*Directions*. Retype each record exactly.

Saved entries
# # # # # # #

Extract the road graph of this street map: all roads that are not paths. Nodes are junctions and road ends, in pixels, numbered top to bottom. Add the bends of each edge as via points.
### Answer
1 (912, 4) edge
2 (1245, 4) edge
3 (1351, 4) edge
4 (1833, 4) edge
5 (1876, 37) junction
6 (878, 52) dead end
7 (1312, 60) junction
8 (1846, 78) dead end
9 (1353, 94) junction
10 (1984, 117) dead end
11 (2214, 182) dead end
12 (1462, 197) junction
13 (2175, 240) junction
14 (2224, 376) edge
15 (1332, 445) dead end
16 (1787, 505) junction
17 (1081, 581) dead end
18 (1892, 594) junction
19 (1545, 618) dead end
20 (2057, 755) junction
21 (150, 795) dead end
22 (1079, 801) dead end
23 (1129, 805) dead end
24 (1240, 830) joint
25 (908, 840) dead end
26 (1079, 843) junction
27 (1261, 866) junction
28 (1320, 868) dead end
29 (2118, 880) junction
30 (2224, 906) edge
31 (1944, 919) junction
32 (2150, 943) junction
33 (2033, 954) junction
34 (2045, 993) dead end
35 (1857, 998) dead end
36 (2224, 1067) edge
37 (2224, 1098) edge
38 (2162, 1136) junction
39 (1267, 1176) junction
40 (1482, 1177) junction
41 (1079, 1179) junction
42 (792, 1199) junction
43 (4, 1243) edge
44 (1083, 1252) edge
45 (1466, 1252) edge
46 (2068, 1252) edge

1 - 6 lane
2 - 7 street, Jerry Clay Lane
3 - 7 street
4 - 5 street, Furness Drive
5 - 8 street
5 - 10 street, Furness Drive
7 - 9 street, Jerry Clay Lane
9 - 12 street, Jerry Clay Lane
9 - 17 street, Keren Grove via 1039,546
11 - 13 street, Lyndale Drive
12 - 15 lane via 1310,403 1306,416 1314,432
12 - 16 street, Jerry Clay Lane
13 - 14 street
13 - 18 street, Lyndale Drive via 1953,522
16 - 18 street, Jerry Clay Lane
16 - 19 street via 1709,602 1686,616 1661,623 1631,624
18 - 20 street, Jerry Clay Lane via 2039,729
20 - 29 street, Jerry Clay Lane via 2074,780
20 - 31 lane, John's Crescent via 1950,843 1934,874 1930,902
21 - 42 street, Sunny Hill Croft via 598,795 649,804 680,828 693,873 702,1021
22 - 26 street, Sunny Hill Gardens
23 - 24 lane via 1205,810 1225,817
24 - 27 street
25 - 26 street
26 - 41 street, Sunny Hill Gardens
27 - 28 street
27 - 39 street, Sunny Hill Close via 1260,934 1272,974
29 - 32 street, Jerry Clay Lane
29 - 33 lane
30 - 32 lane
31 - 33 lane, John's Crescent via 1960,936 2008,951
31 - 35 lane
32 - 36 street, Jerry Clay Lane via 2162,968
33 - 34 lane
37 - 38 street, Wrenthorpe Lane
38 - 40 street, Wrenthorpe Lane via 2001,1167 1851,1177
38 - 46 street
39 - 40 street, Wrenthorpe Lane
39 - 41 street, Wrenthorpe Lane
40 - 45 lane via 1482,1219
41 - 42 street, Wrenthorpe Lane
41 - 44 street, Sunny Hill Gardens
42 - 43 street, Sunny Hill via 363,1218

# # # # # # #

*Your response*.
Extract the road graph of this street map: all roads that are not paths. Nodes are junctions and road ends, in pixels, numbered top to bottom. Add the bends of each edge as via points.
### Answer
1 (912, 4) edge
2 (1245, 4) edge
3 (1351, 4) edge
4 (1833, 4) edge
5 (1876, 37) junction
6 (878, 52) dead end
7 (1312, 60) junction
8 (1846, 78) dead end
9 (1353, 94) junction
10 (1984, 117) dead end
11 (2214, 182) dead end
12 (1462, 197) junction
13 (2175, 240) junction
14 (2224, 376) edge
15 (1332, 445) dead end
16 (1787, 505) junction
17 (1081, 581) dead end
18 (1892, 594) junction
19 (1545, 618) dead end
20 (2057, 755) junction
21 (150, 795) dead end
22 (1079, 801) dead end
23 (1129, 805) dead end
24 (1240, 830) joint
25 (908, 840) dead end
26 (1079, 843) junction
27 (1261, 866) junction
28 (1320, 868) dead end
29 (2118, 880) junction
30 (2224, 906) edge
31 (1944, 919) junction
32 (2150, 943) junction
33 (2033, 954) junction
34 (2045, 993) dead end
35 (1857, 998) dead end
36 (2224, 1067) edge
37 (2224, 1098) edge
38 (2162, 1136) junction
39 (1267, 1176) junction
40 (1482, 1177) junction
41 (1079, 1179) junction
42 (792, 1199) junction
43 (4, 1243) edge
44 (1083, 1252) edge
45 (1466, 1252) edge
46 (2068, 1252) edge

1 - 6 lane
2 - 7 street, Jerry Clay Lane
3 - 7 street
4 - 5 street, Furness Drive
5 - 8 street
5 - 10 street, Furness Drive
7 - 9 street, Jerry Clay Lane
9 - 12 street, Jerry Clay Lane
9 - 17 street, Keren Grove via 1039,546
11 - 13 street, Lyndale Drive
12 - 15 lane via 1310,403 1306,416 1314,432
12 - 16 street, Jerry Clay Lane
13 - 14 street
13 - 18 street, Lyndale Drive via 1953,522
16 - 18 street, Jerry Clay Lane
16 - 19 street via 1709,602 1686,616 1661,623 1631,624
18 - 20 street, Jerry Clay Lane via 2039,729
20 - 29 street, Jerry Clay Lane via 2074,780
20 - 31 lane, John's Crescent via 1950,843 1934,874 1930,902
21 - 42 street, Sunny Hill Croft via 598,795 649,804 680,828 693,873 702,1021
22 - 26 street, Sunny Hill Gardens
23 - 24 lane via 1205,810 1225,817
24 - 27 street
25 - 26 street
26 - 41 street, Sunny Hill Gardens
27 - 28 street
27 - 39 street, Sunny Hill Close via 1260,934 1272,974
29 - 32 street, Jerry Clay Lane
29 - 33 lane
30 - 32 lane
31 - 33 lane, John's Crescent via 1960,936 2008,951
31 - 35 lane
32 - 36 street, Jerry Clay Lane via 2162,968
33 - 34 lane
37 - 38 street, Wrenthorpe Lane
38 - 40 street, Wrenthorpe Lane via 2001,1167 1851,1177
38 - 46 street
39 - 40 street, Wrenthorpe Lane
39 - 41 street, Wrenthorpe Lane
40 - 45 lane via 1482,1219
41 - 42 street, Wrenthorpe Lane
41 - 44 street, Sunny Hill Gardens
42 - 43 street, Sunny Hill via 363,1218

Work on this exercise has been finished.